Figure three shows how the monopoly equilibrium is not due to an agreement between the producer and the consumers. The monopolist can use it’s power in the market to impose it’s prices on consumers. This leads to society as a whole being worse off as the taking some of the lost consumer’s surplus but not all of it. An example of this is when British Telecom offered limited edition prints. Only 500 were to be reproduced and the price was set at £25. This suggests that British Telecom felt that limiting the Quantity supplied to 500 was necessary to make £25 a viable price. {Lipsey R.G. and Chrystal K.M. (1999)}
Market economies do not take third parties into consideration. When two people come together to trade: a price is bargained for neither party is concerned who or what has been affected by production. The producer wants to have the lowest costs of production to make the greatest profit and the consumer wants the lowest price so he can maximise his consumer surplus. However this may lead to adverse effects on third parties such as the environment. If a producer uses chemicals in production of his good he will want to dispose of the waste in the cheapest way possible to keep his costs down. This may mean dumping it in a river. The environmental effects of this may be catastrophic. Under a free market this would not be a consideration.

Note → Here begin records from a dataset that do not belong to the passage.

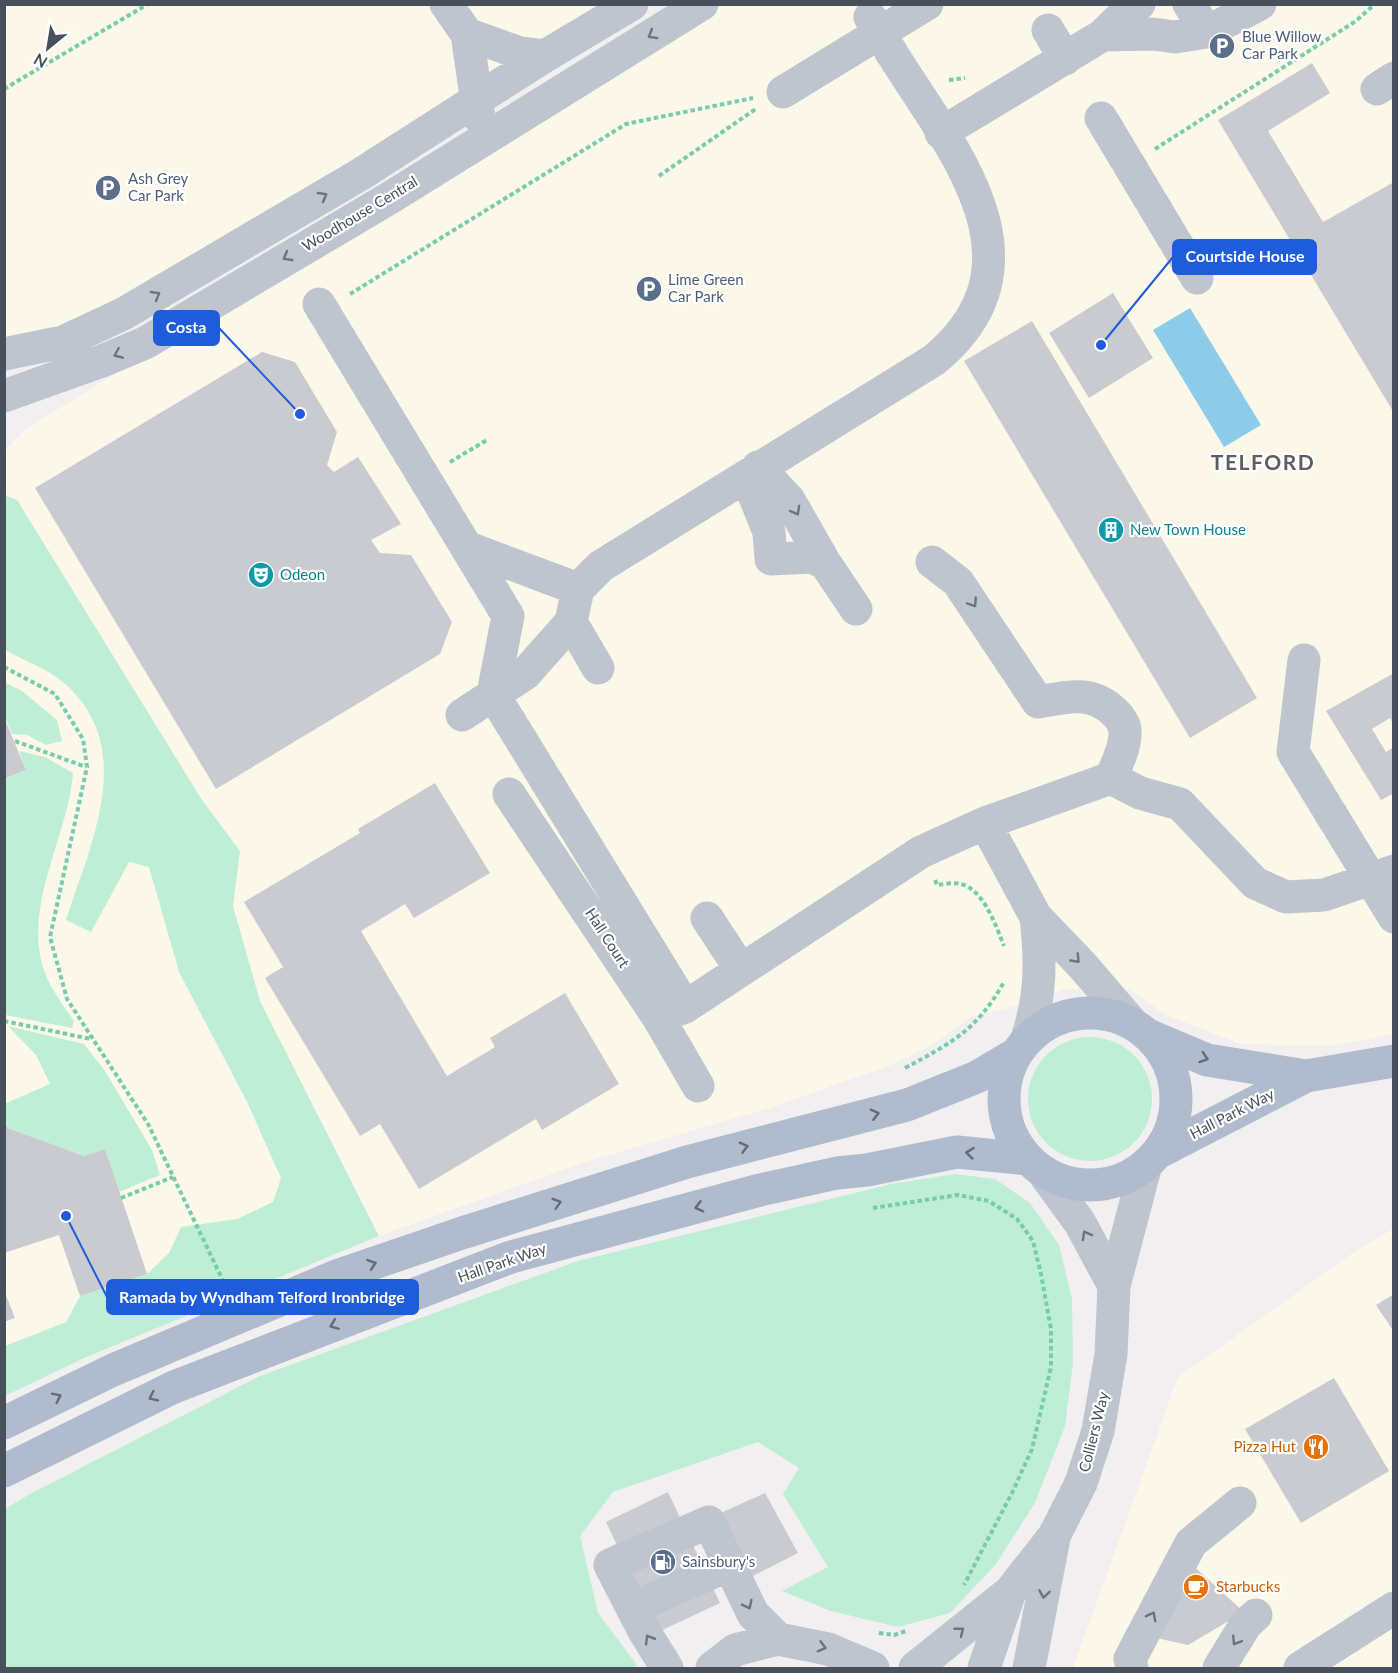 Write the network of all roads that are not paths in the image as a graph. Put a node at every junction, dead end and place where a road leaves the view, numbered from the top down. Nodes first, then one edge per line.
1 (446, 4) edge
2 (632, 4) edge
3 (702, 4) edge
4 (927, 4) edge
5 (1139, 4) edge
6 (1189, 4) edge
7 (1260, 4) edge
8 (866, 11) edge
9 (1048, 30) dead end
10 (1206, 32) junction
11 (467, 34) junction
12 (1103, 35) junction
13 (546, 56) junction
14 (1065, 58) junction
15 (783, 92) road end
16 (478, 99) junction
17 (1101, 118) dead end
18 (941, 133) junction
19 (481, 140) junction
20 (1197, 278) dead end
21 (319, 304) road end
22 (4, 354) edge
23 (4, 396) edge
24 (758, 467) junction
25 (466, 547) junction
26 (932, 562) dead end
27 (825, 563) junction
28 (578, 589) junction
29 (856, 609) dead end
30 (571, 622) junction
31 (1304, 660) dead end
32 (598, 668) dead end
33 (493, 694) junction
34 (462, 715) dead end
35 (1111, 778) junction
36 (509, 794) dead end
37 (985, 823) junction
38 (1382, 875) edge
39 (1036, 917) junction
40 (1394, 917) edge
41 (708, 918) dead end
42 (741, 970) junction
43 (671, 1012) junction
44 (1140, 1029) junction
45 (1021, 1047) junction
46 (1394, 1061) edge
47 (1306, 1076) junction
48 (698, 1086) dead end
49 (1152, 1159) junction
50 (1036, 1166) junction
51 (1114, 1286) junction
52 (4, 1423) edge
53 (4, 1471) edge
54 (1240, 1503) dead end
55 (1054, 1536) junction
56 (729, 1565) junction
57 (1010, 1592) junction
58 (632, 1608) junction
59 (1394, 1608) edge
60 (1256, 1615) dead end
61 (778, 1639) junction
62 (667, 1668) edge
63 (711, 1668) edge
64 (873, 1668) edge
65 (915, 1668) edge
66 (984, 1668) edge
67 (1029, 1668) edge
68 (1132, 1668) edge
69 (1219, 1668) edge
70 (1300, 1668) edge

1 - 11 street
2 - 13 street
3 -> 19 street, Woodhouse Central
4 - 15 street
5 - 12 street
6 - 10 street
7 - 10 street
8 - 18 street, bridge
9 - 14 street
10 - 12 street
11 - 13 street
11 - 16 street
12 - 14 street
13 - 16 street
14 - 18 street
16 - 19 street
22 -> 16 street
17 - 20 street
18 - 24 street
19 -> 23 street, Woodhouse Central
21 - 25 street
24 -> 27 street
24 - 27 street
24 - 28 street
25 - 28 street
25 - 33 street
26 -> 35 street
27 - 29 street
28 - 30 street
30 - 32 street
30 - 33 street
31 - 38 street
33 - 34 street
33 - 43 street
35 - 37 street
35 - 38 street
36 - 43 street, Hall Court
37 - 39 street
37 - 42 street
38 - 40 street
39 -> 44 street
39 - 45 street
41 - 42 street
42 - 43 street
43 - 48 street, Hall Court
44 - 45 main road
44 -> 47 main road, Hall Park Way
44 - 49 main road
45 - 50 main road
52 -> 45 main road
46 - 47 main road, Hall Park Way
47 - 49 main road, Hall Park Way
49 - 50 main road
49 - 51 street, Colliers Way
51 -> 50 street
50 -> 53 main road, Hall Park Way
51 - 55 street, Colliers Way
68 -> 54 street
55 - 57 street, Colliers Way
55 -> 67 street
56 - 58 street
56 - 58 street
56 -> 61 street
65 -> 57 street, Colliers Way
57 - 66 street, Colliers Way
62 -> 58 street
59 - 70 street
60 -> 69 street
61 - 63 street
61 -> 64 street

An example of this is the use of chlouroflourocarbons (cfc’s) in aerosol sprays. They were cheap and efficient to produce. The problem was they made a massive hole in the ozone layer. {Wainwright H. (1994)}
Planned economy
In practice a centrally planned economy has many limitations. One such limitation is dificulty in co-ordinating all the economic decisions regarding investment, trade and consumption. Due to a rise in the aspirations of consumers the complexity of production increases. The complexity of interrelationships between companies is also massively complex. The planning involved includes making firm decisions that last at least one year in advance. This is difficult as the world is not static and is always changing. {Lythe C.(2000)}. For example in Russia in 1989 most of a bumper crop rotted because of shortages in storage and transportation. Also for many years there was an ample supply of black and white television sets but a severe shortage of toilet paper and soap{Lipsey R.G. and Chrystal K.M. (1999)}
Quality control is another main problem. It is quite simple to monitor production targets of quantities. However it is much more difficult to monitor the quality of products. This was a major problem for the Soviet Union as factory managers were concerned with meeting the targets placed on them by any means availavle. In the 1990’s the problem was so great that eastern products could not compete with the superior goods of market societies.{Lipsey R.G. and Chrystal K.M. (1999)}.
To solve the problem of fairness in distribution food prices were kept artificially low, sometimes below the cost of production.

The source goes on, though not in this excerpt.